2. Yet, in our reading for today, it seems clear that somehow the tribulation of the world manages to insinuate itself into the community of the faithful. How does this happen?
3. Revelation 2.1-7 suggests the primary reason why believers and churches become susceptible to the ruse of tribulation, to its disguising itself as something to be desired. What is this reason? What does this look like in a church? In your life?
4. Sometimes tribulation can lead people to seek the Lord, or to be open to His seeking them. How can you see that, for example, in the case of the Apostle Paul? In other cases, tribulation compounds the blindness of people to their true need (cf. Rev. 16.9, 11; Rev. 20.7-11). How should knowing this affect our attitude toward lost people, including those who try to visit tribulation upon us for our faith? How can believers help one another to maintain this attitude?

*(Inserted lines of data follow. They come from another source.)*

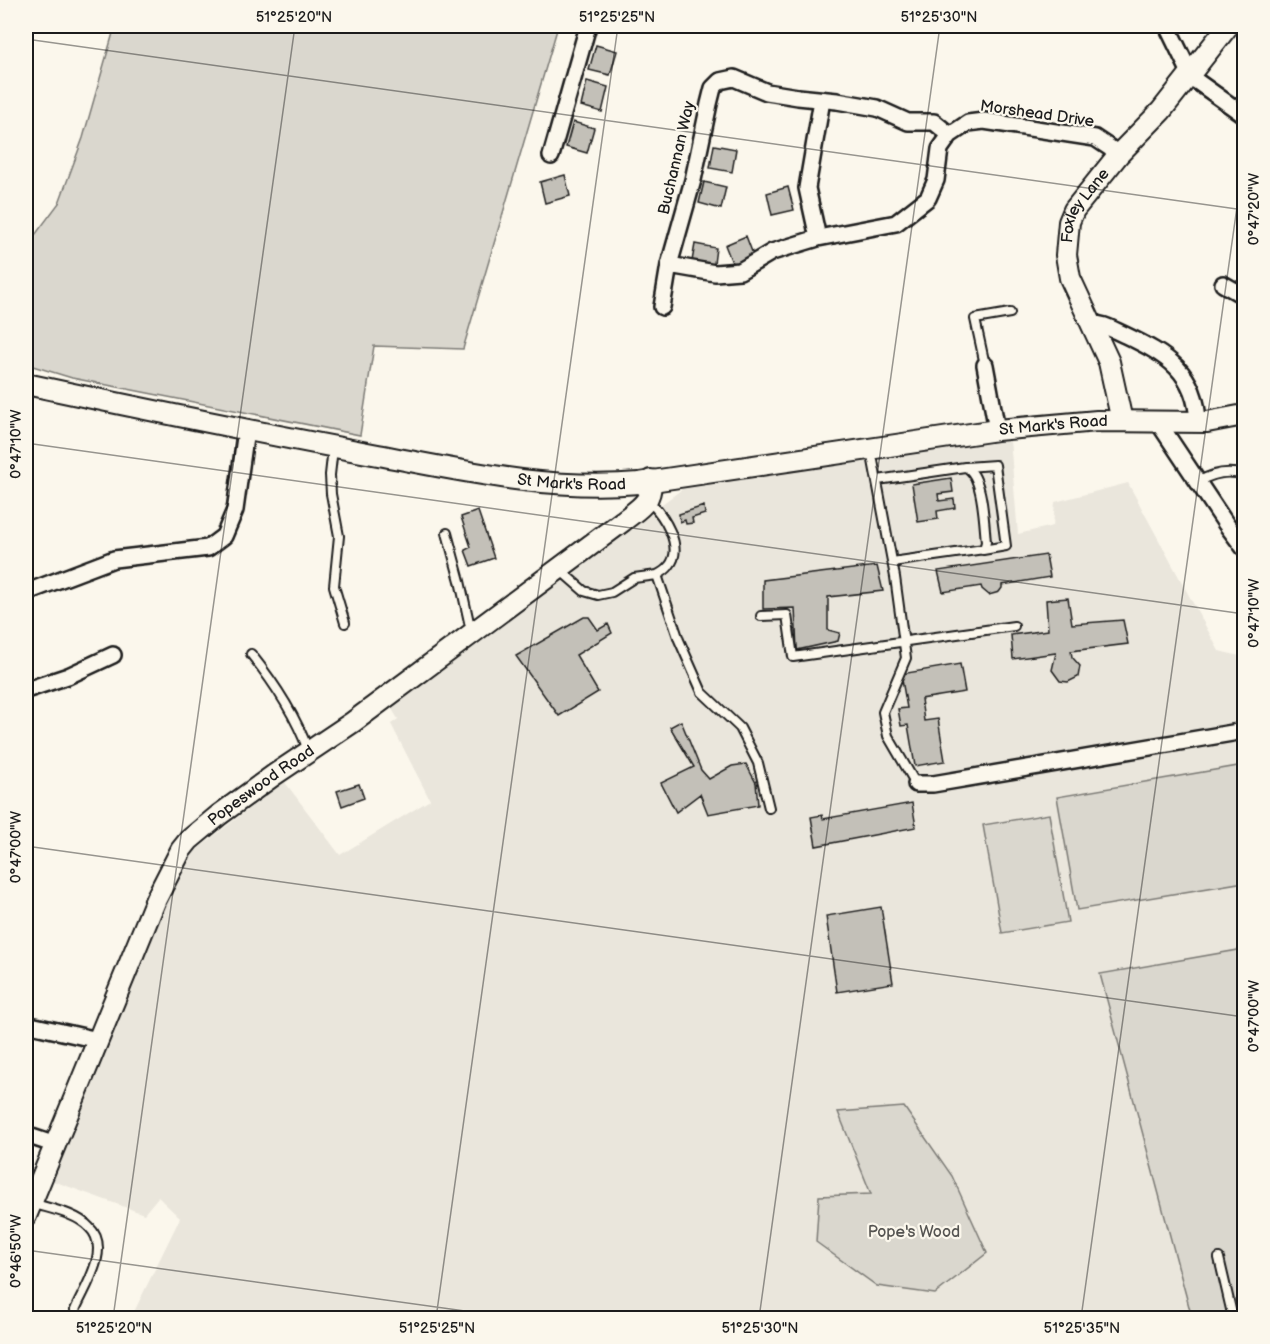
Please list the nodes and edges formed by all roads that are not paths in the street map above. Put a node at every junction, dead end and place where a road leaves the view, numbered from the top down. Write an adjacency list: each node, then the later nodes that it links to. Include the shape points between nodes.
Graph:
1 (588, 26): 9 (street)
2 (1167, 26): 4 (street)
3 (1221, 27): 4 (street, Foxley Lane)
4 (1189, 74): 6 (street); 8 (street, Foxley Lane, via 1161,111)
5 (822, 100): 7 (street, Buchannan Way, via 877,108 908,122 934,122); 10 (street, via 807,188); 11 (street, Buchannan Way, via 767,92 734,78 720,81 713,88)
6 (1245, 115)
7 (950, 135): 8 (street, Morshead Drive, via 976,122 1032,128 1095,138); 10 (street, via 940,149 936,180 928,198 896,223)
8 (1119, 154): 16 (street, Foxley Lane, via 1074,210 1067,231 1066,255 1071,278)
9 (551, 156)
10 (818, 238): 11 (street, via 772,252 740,271 716,273)
11 (669, 266): 14 (street, Buchannan Way)
12 (1223, 284): 13 (street)
13 (1245, 296)
14 (662, 307)
15 (1010, 313): 17 (lane, via 975,319)
16 (1090, 324): 20 (street, Foxley Lane, via 1109,362); 22 (street, via 1101,323 1169,360 1193,388)
17 (985, 365): 24 (street)
18 (27, 390): 23 (street, St Mark's Road)
19 (1245, 415): 22 (street, St Mark's Road)
20 (1122, 421): 21 (street, St Mark's Road); 24 (street, St Mark's Road)
21 (1158, 422): 22 (street, St Mark's Road); 31 (street)
22 (1198, 422)
23 (246, 430): 25 (street, St Mark's Road); 39 (street, via 235,510 224,536 208,548 114,559)
24 (997, 430): 26 (street, St Mark's Road)
25 (333, 447): 29 (street, St Mark's Road, via 542,483 609,486); 41 (lane, via 330,475 339,537 334,586)
26 (871, 450): 29 (street, St Mark's Road); 30 (lane)
27 (964, 467): 30 (lane); 35 (lane, via 974,474 978,485 986,542); 35 (lane, via 995,465 1006,546)
28 (1245, 475): 31 (lane, via 1210,475)
29 (651, 480): 32 (street)
30 (878, 480): 36 (lane)
31 (1198, 482): 34 (street)
32 (648, 500): 37 (street, Popeswood Road); 38 (lane, via 671,534 675,555)
33 (447, 533): 43 (lane)
34 (1245, 548)
35 (981, 550): 36 (lane)
36 (892, 562): 44 (lane)
37 (558, 569): 38 (lane, via 584,591 598,595 612,592 634,578); 43 (street, Popeswood Road)
38 (657, 576): 51 (lane, via 702,692 740,728 758,763)
39 (27, 592)
40 (761, 616): 44 (lane, via 787,615 793,657)
41 (345, 623)
42 (1014, 626): 44 (lane)
43 (471, 634): 49 (street, Popeswood Road)
44 (904, 643): 50 (lane, via 906,658 883,712 888,736)
45 (251, 654): 49 (lane, via 273,681)
46 (113, 655): 47 (street)
47 (26, 690)
48 (1245, 731): 50 (street)
49 (308, 752): 53 (street, Popeswood Road, via 219,815 181,850 156,899)
50 (916, 784)
51 (769, 808)
52 (26, 1024): 53 (street)
53 (98, 1040): 55 (street, Popeswood Road)
54 (26, 1136): 55 (street)
55 (56, 1145): 56 (street, Popeswood Road)
56 (28, 1207): 58 (lane, via 78,1219 90,1227 98,1240 96,1264)
57 (1219, 1258): 59 (lane)
58 (75, 1310)
59 (1233, 1318)

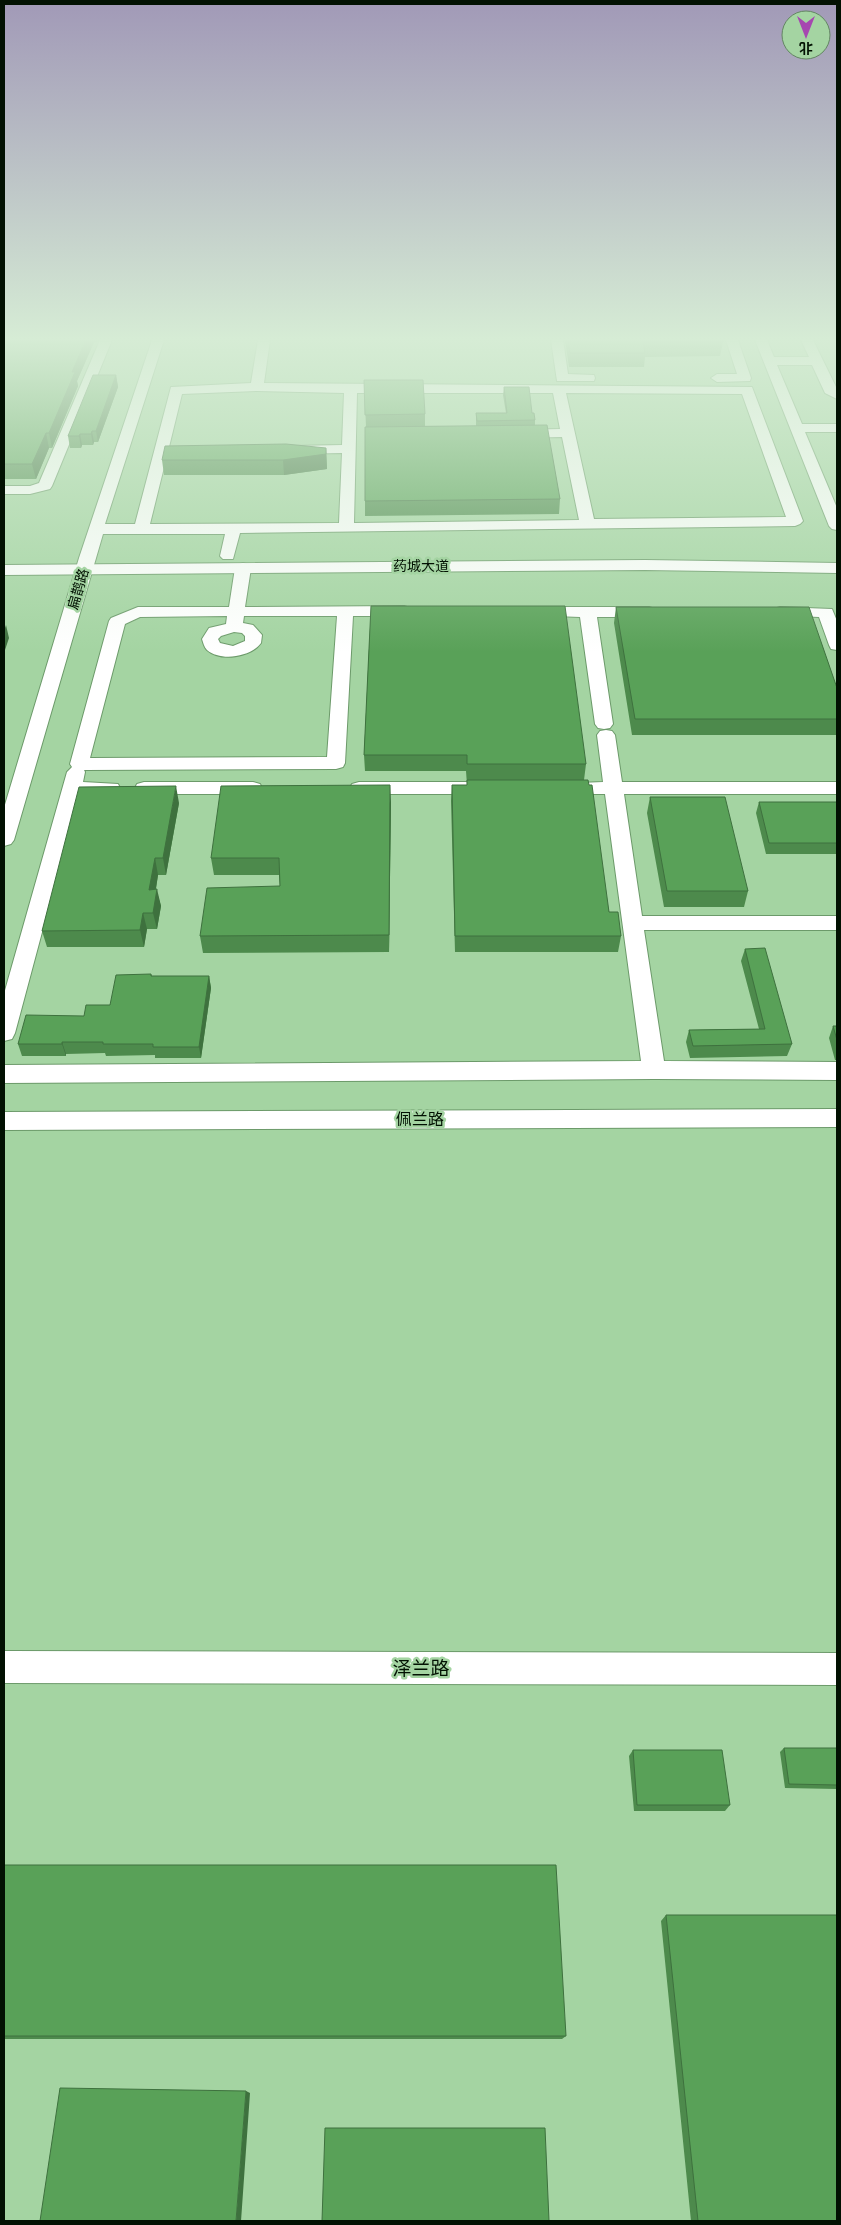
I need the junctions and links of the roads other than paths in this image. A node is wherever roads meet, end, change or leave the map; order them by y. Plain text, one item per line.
1 (63, 444) edge
2 (124, 444) edge
3 (162, 444) edge
4 (325, 444) edge
5 (353, 444) edge
6 (570, 444) edge
7 (767, 444) edge
8 (803, 444) edge
9 (280, 450) edge
10 (160, 451) junction
11 (210, 451) edge
12 (4, 490) edge
13 (587, 524) junction
14 (837, 526) edge
15 (346, 527) junction
16 (96, 529) junction
17 (141, 529) junction
18 (233, 529) junction
19 (228, 556) junction
20 (837, 557) edge
21 (4, 558) edge
22 (86, 563) junction
23 (244, 568) junction
24 (837, 568) edge
25 (4, 570) edge
26 (345, 611) junction
27 (423, 611) edge
28 (520, 612) edge
29 (588, 612) junction
30 (667, 612) edge
31 (766, 612) edge
32 (235, 619) junction
33 (837, 645) edge
34 (605, 730) joint
35 (79, 764) junction
36 (339, 777) junction
37 (72, 788) junction
38 (267, 788) edge
39 (504, 788) edge
40 (544, 788) edge
41 (614, 788) junction
42 (837, 788) edge
43 (4, 840) edge
44 (633, 922) junction
45 (837, 923) edge
46 (4, 1033) edge
47 (654, 1070) junction
48 (837, 1071) edge
49 (4, 1074) edge
50 (837, 1118) edge
51 (4, 1121) edge
52 (4, 1667) edge
53 (837, 1669) edge

1 - 12 street
2 - 16 street, 扁鹊路
3 - 10 street
4 - 9 street
5 - 15 street
6 - 13 street
7 - 13 street
8 - 14 street
10 - 11 street
10 - 17 street
13 - 15 street
15 - 18 street
16 - 17 street
16 - 22 street, 扁鹊路
17 - 18 street
18 - 19 street
19 - 20 main road, 药城大道
19 - 22 main road, 药城大道
21 - 22 main road, 药城大道
22 - 23 main road, 药城大道
22 - 25 main road, 药城大道
22 - 43 street, 扁鹊路
23 - 24 main road, 药城大道
23 - 32 street
26 - 27 street
26 - 32 street
26 - 36 street
28 - 29 street
29 - 30 street
29 - 34 street
31 - 33 street
32 - 35 street
34 - 41 lane
35 - 36 street
35 - 37 street
36 - 39 street
37 - 38 street
37 - 46 street
40 - 41 street
41 - 42 street
41 - 44 lane
44 - 45 street
44 - 47 lane
47 - 48 lane
47 - 49 street
50 - 51 street, 佩兰路
52 - 53 street, 泽兰路

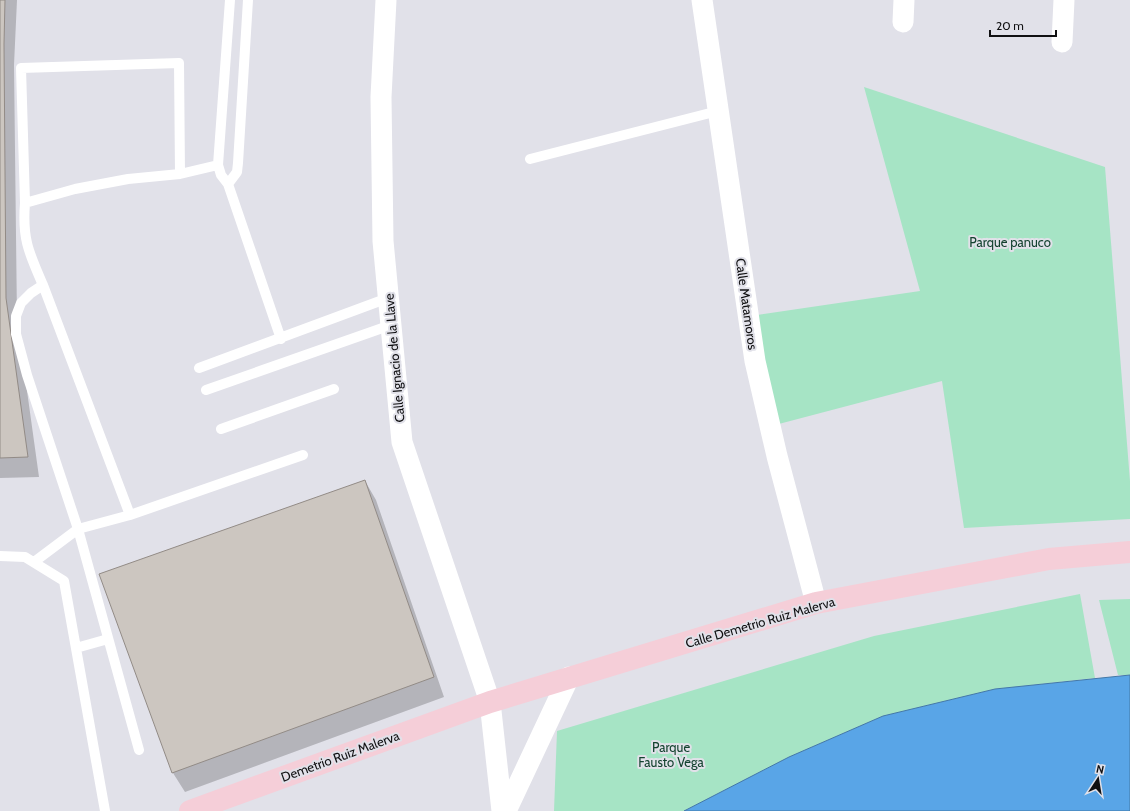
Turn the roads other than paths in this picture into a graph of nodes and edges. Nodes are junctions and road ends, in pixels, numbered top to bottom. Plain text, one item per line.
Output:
1 (230, 0) edge
2 (248, 0) edge
3 (386, 0) edge
4 (702, 0) edge
5 (904, 0) edge
6 (1064, 0) edge
7 (903, 22) dead end
8 (1062, 42) dead end
9 (718, 111) junction
10 (530, 159) dead end
11 (218, 165) junction
12 (180, 174) junction
13 (228, 184) junction
14 (25, 203) junction
15 (43, 285) junction
16 (388, 298) junction
17 (391, 325) junction
18 (281, 338) junction
19 (200, 368) dead end
20 (334, 389) dead end
21 (206, 390) dead end
22 (221, 429) dead end
23 (303, 455) dead end
24 (130, 515) junction
25 (78, 529) junction
26 (1130, 552) edge
27 (0, 556) edge
28 (34, 562) junction
29 (816, 603) junction
30 (108, 639) junction
31 (76, 648) junction
32 (568, 677) junction
33 (490, 702) junction
34 (139, 750) dead end
35 (106, 811) edge
36 (190, 811) edge
37 (502, 811) edge
38 (506, 811) edge

1 - 11 lane
2 - 13 lane
3 - 16 street, Calle Ignacio de la Llave
4 - 9 street, Calle Matamoros
5 - 7 street
6 - 8 street
9 - 10 lane
9 - 29 street, Calle Matamoros
11 - 12 lane
11 - 13 lane
12 - 14 lane
12 - 14 lane
13 - 18 lane
14 - 15 lane
15 - 24 lane
15 - 25 lane
16 - 17 street, Calle Ignacio de la Llave
16 - 18 lane
17 - 21 lane
17 - 33 street, Calle Ignacio de la Llave
18 - 19 lane
20 - 22 lane
23 - 24 lane
24 - 25 lane
25 - 28 lane
25 - 30 lane
26 - 29 main road, Calle Demetrio Ruiz Malerva
27 - 28 lane
28 - 31 lane
29 - 32 main road, Calle Demetrio Ruiz Malerva
30 - 31 lane
30 - 34 lane
31 - 35 lane
32 - 33 main road, Calle Demetrio Ruiz Malerva
32 - 38 street
33 - 36 main road, Demetrio Ruiz Malerva
33 - 37 street, Calle Ignacio de la Llave

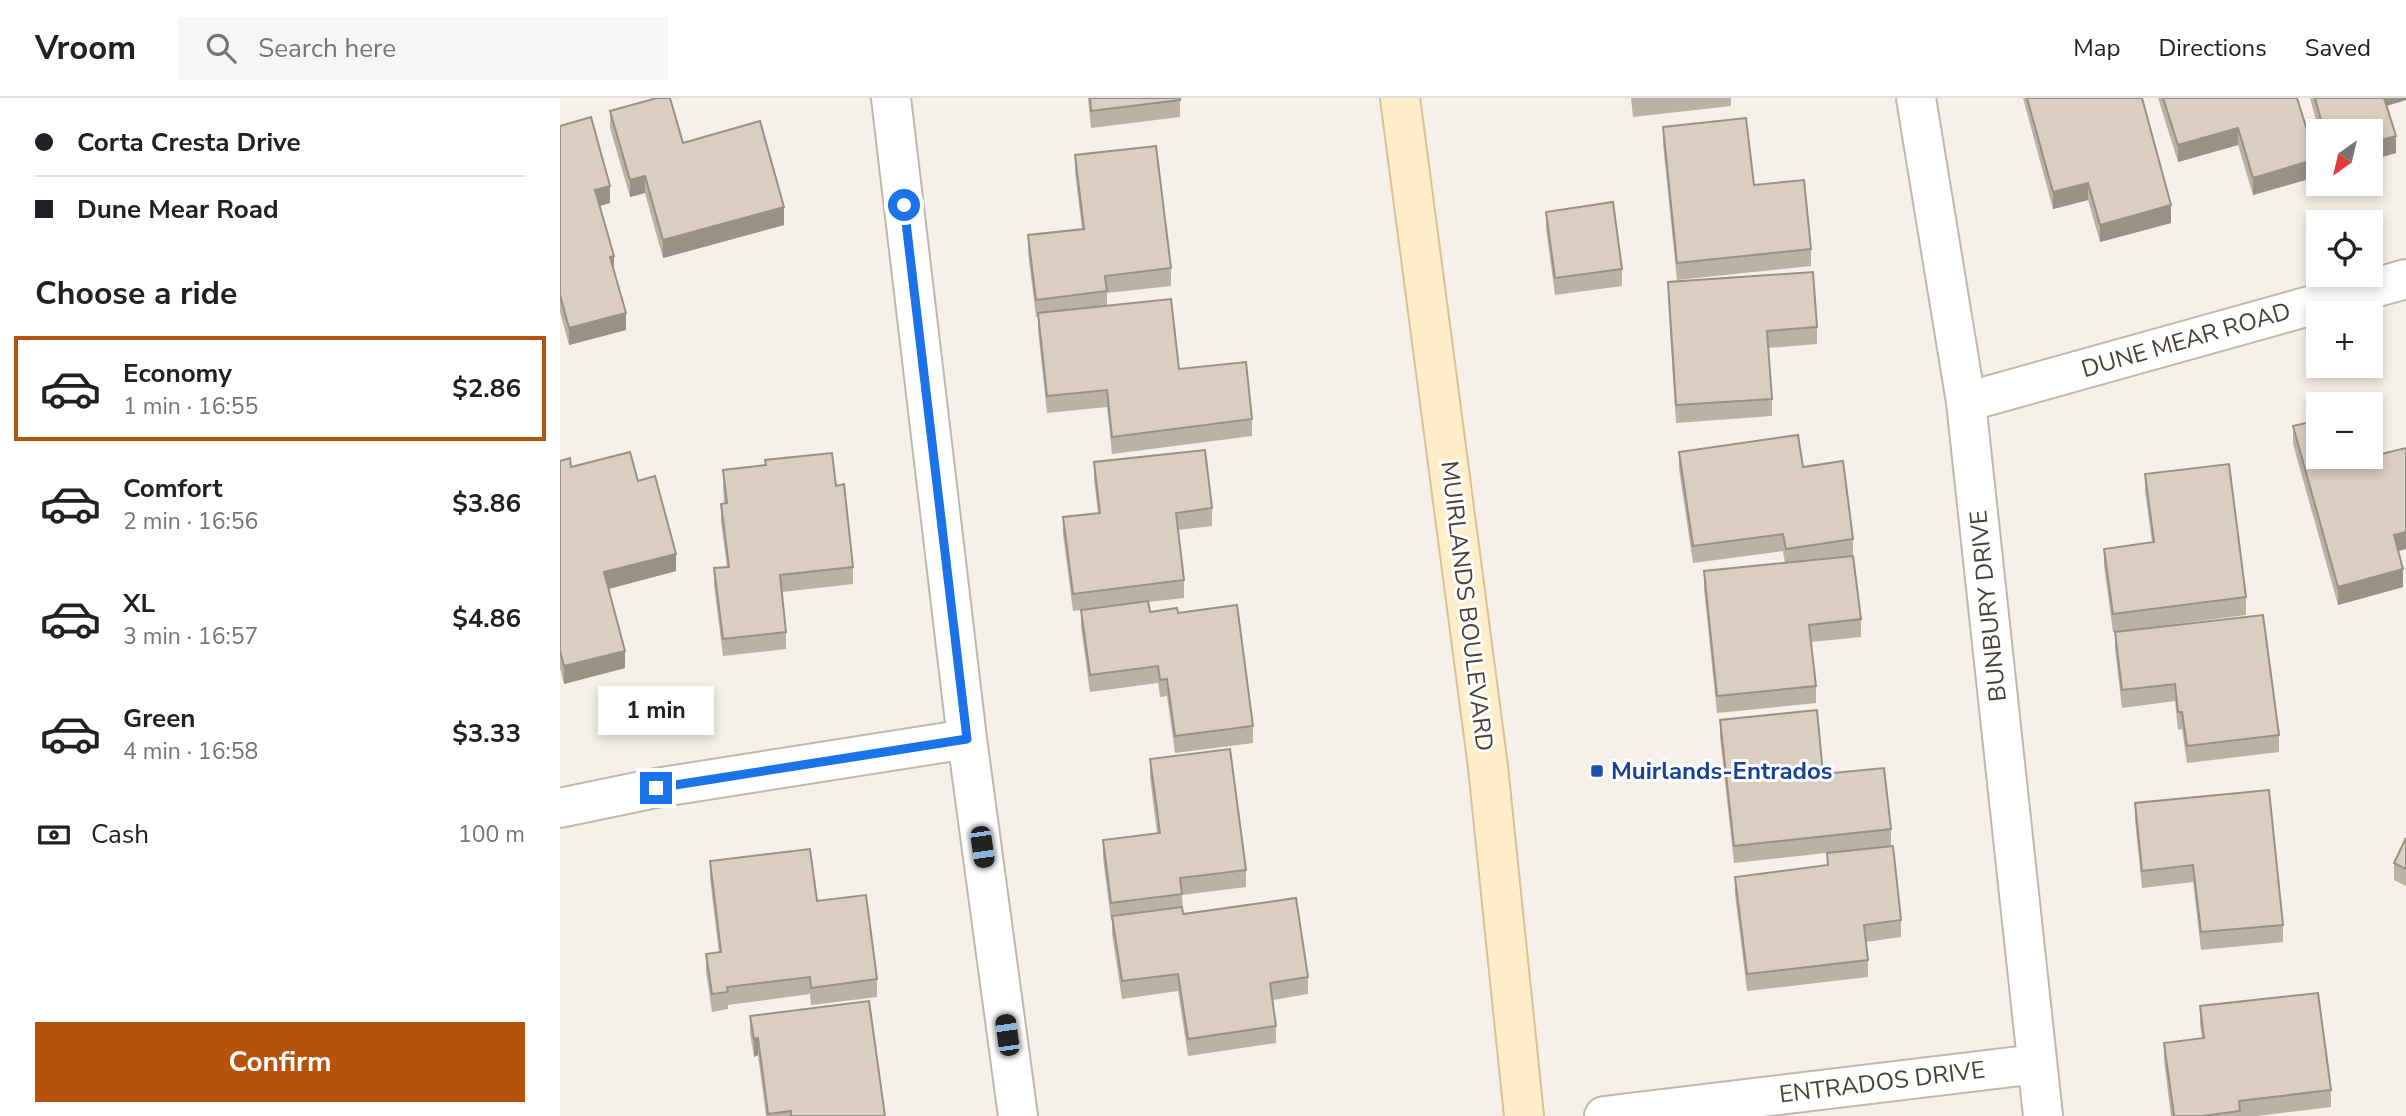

5. Meditate on Romans 1.18-32, in particular, in the light of what we’ve seen about sin, the tribulation it visits upon the world, and God’s response to sin and tribulation. Humans, it seems, have an uncanny ability to adapt to sin and tribulation, which can often lead to their adopting these as policies and practices. How, given the deceitfulness of sin, should knowing this instruct the believer?
What is your approach to protecting yourself against the “wiles” of the devil? What is your responsibility in helping to keep your church from opening its doors the this angel of light and the tribulation he brings with him?
The Glory of God
For the honor and glory of God, how would you describe Jesus’ attitude toward churches that are beguiled and deceived and allow the devil to gain a foothold in their midst?
Glory to Glory
What do you expect of your pastor(s) and church leaders when it comes to guarding your church against the ruse of sin and tribulation? Talk with one or more of them about this question.
Recite Revelation 1.9. How can having a clearer vision of the Kingdom of God – to which we are called and which we seek (1 Thess. 2.12; Matt. 6.33) – help to protect us against the deceptions of sin and the tribulation that can result?
Create in me a clean heart, O God,
And renew a steadfast spirit within me.
Do not cast me away from Your presence,
And do not take Your Holy Spirit from me.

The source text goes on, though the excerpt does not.